Data excerpts:
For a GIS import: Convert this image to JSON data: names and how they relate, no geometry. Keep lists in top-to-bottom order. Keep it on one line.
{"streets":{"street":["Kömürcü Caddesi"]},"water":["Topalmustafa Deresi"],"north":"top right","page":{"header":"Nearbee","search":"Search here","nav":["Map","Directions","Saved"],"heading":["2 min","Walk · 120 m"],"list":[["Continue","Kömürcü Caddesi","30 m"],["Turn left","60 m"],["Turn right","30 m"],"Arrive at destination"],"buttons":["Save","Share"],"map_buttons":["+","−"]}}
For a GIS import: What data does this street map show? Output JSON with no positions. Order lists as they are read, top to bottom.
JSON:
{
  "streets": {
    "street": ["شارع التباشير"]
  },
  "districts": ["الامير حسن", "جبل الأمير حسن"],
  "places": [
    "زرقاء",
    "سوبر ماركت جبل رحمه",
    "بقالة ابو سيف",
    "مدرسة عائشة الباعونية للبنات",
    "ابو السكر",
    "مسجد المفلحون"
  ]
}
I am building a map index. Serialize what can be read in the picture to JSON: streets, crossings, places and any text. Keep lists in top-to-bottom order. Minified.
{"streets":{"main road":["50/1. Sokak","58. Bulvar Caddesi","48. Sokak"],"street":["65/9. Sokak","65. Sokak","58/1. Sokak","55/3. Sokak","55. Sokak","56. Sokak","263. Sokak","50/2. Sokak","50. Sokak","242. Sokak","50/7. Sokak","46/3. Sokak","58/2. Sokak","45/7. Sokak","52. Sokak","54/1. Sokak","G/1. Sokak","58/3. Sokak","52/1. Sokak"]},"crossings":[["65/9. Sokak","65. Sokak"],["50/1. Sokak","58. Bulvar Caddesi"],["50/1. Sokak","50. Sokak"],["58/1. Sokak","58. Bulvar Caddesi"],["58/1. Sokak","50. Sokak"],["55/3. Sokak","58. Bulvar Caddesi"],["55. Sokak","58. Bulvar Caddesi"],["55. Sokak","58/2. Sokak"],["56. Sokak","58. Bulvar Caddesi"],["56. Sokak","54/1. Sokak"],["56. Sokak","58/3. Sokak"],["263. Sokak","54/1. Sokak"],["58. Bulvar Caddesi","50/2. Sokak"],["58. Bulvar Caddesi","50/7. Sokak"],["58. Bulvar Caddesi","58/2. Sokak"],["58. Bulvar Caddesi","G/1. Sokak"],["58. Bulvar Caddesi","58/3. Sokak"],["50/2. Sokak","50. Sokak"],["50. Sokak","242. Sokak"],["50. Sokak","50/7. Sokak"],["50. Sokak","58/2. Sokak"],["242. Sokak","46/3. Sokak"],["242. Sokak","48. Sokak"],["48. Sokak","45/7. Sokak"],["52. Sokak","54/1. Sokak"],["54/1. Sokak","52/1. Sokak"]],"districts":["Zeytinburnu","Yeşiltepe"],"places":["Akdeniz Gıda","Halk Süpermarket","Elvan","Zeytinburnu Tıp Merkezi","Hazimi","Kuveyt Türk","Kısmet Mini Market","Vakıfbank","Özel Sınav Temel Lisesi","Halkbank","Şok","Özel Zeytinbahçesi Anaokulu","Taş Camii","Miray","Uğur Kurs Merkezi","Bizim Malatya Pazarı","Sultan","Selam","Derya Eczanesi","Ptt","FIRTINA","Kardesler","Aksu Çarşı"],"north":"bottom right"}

Problem statement:
Nothing in the records should change when you repeat them all.

Answer section:
For a GIS import: Convert this image to JSON data: names and how they relate, no geometry. Keep lists in top-to-bottom order. Keep it on one line.
{"streets":{"street":["Kömürcü Caddesi"]},"water":["Topalmustafa Deresi"],"north":"top right","page":{"header":"Nearbee","search":"Search here","nav":["Map","Directions","Saved"],"heading":["2 min","Walk · 120 m"],"list":[["Continue","Kömürcü Caddesi","30 m"],["Turn left","60 m"],["Turn right","30 m"],"Arrive at destination"],"buttons":["Save","Share"],"map_buttons":["+","−"]}}
For a GIS import: What data does this street map show? Output JSON with no positions. Order lists as they are read, top to bottom.
JSON:
{
  "streets": {
    "street": ["شارع التباشير"]
  },
  "districts": ["الامير حسن", "جبل الأمير حسن"],
  "places": [
    "زرقاء",
    "سوبر ماركت جبل رحمه",
    "بقالة ابو سيف",
    "مدرسة عائشة الباعونية للبنات",
    "ابو السكر",
    "مسجد المفلحون"
  ]
}
I am building a map index. Serialize what can be read in the picture to JSON: streets, crossings, places and any text. Keep lists in top-to-bottom order. Minified.
{"streets":{"main road":["50/1. Sokak","58. Bulvar Caddesi","48. Sokak"],"street":["65/9. Sokak","65. Sokak","58/1. Sokak","55/3. Sokak","55. Sokak","56. Sokak","263. Sokak","50/2. Sokak","50. Sokak","242. Sokak","50/7. Sokak","46/3. Sokak","58/2. Sokak","45/7. Sokak","52. Sokak","54/1. Sokak","G/1. Sokak","58/3. Sokak","52/1. Sokak"]},"crossings":[["65/9. Sokak","65. Sokak"],["50/1. Sokak","58. Bulvar Caddesi"],["50/1. Sokak","50. Sokak"],["58/1. Sokak","58. Bulvar Caddesi"],["58/1. Sokak","50. Sokak"],["55/3. Sokak","58. Bulvar Caddesi"],["55. Sokak","58. Bulvar Caddesi"],["55. Sokak","58/2. Sokak"],["56. Sokak","58. Bulvar Caddesi"],["56. Sokak","54/1. Sokak"],["56. Sokak","58/3. Sokak"],["263. Sokak","54/1. Sokak"],["58. Bulvar Caddesi","50/2. Sokak"],["58. Bulvar Caddesi","50/7. Sokak"],["58. Bulvar Caddesi","58/2. Sokak"],["58. Bulvar Caddesi","G/1. Sokak"],["58. Bulvar Caddesi","58/3. Sokak"],["50/2. Sokak","50. Sokak"],["50. Sokak","242. Sokak"],["50. Sokak","50/7. Sokak"],["50. Sokak","58/2. Sokak"],["242. Sokak","46/3. Sokak"],["242. Sokak","48. Sokak"],["48. Sokak","45/7. Sokak"],["52. Sokak","54/1. Sokak"],["54/1. Sokak","52/1. Sokak"]],"districts":["Zeytinburnu","Yeşiltepe"],"places":["Akdeniz Gıda","Halk Süpermarket","Elvan","Zeytinburnu Tıp Merkezi","Hazimi","Kuveyt Türk","Kısmet Mini Market","Vakıfbank","Özel Sınav Temel Lisesi","Halkbank","Şok","Özel Zeytinbahçesi Anaokulu","Taş Camii","Miray","Uğur Kurs Merkezi","Bizim Malatya Pazarı","Sultan","Selam","Derya Eczanesi","Ptt","FIRTINA","Kardesler","Aksu Çarşı"],"north":"bottom right"}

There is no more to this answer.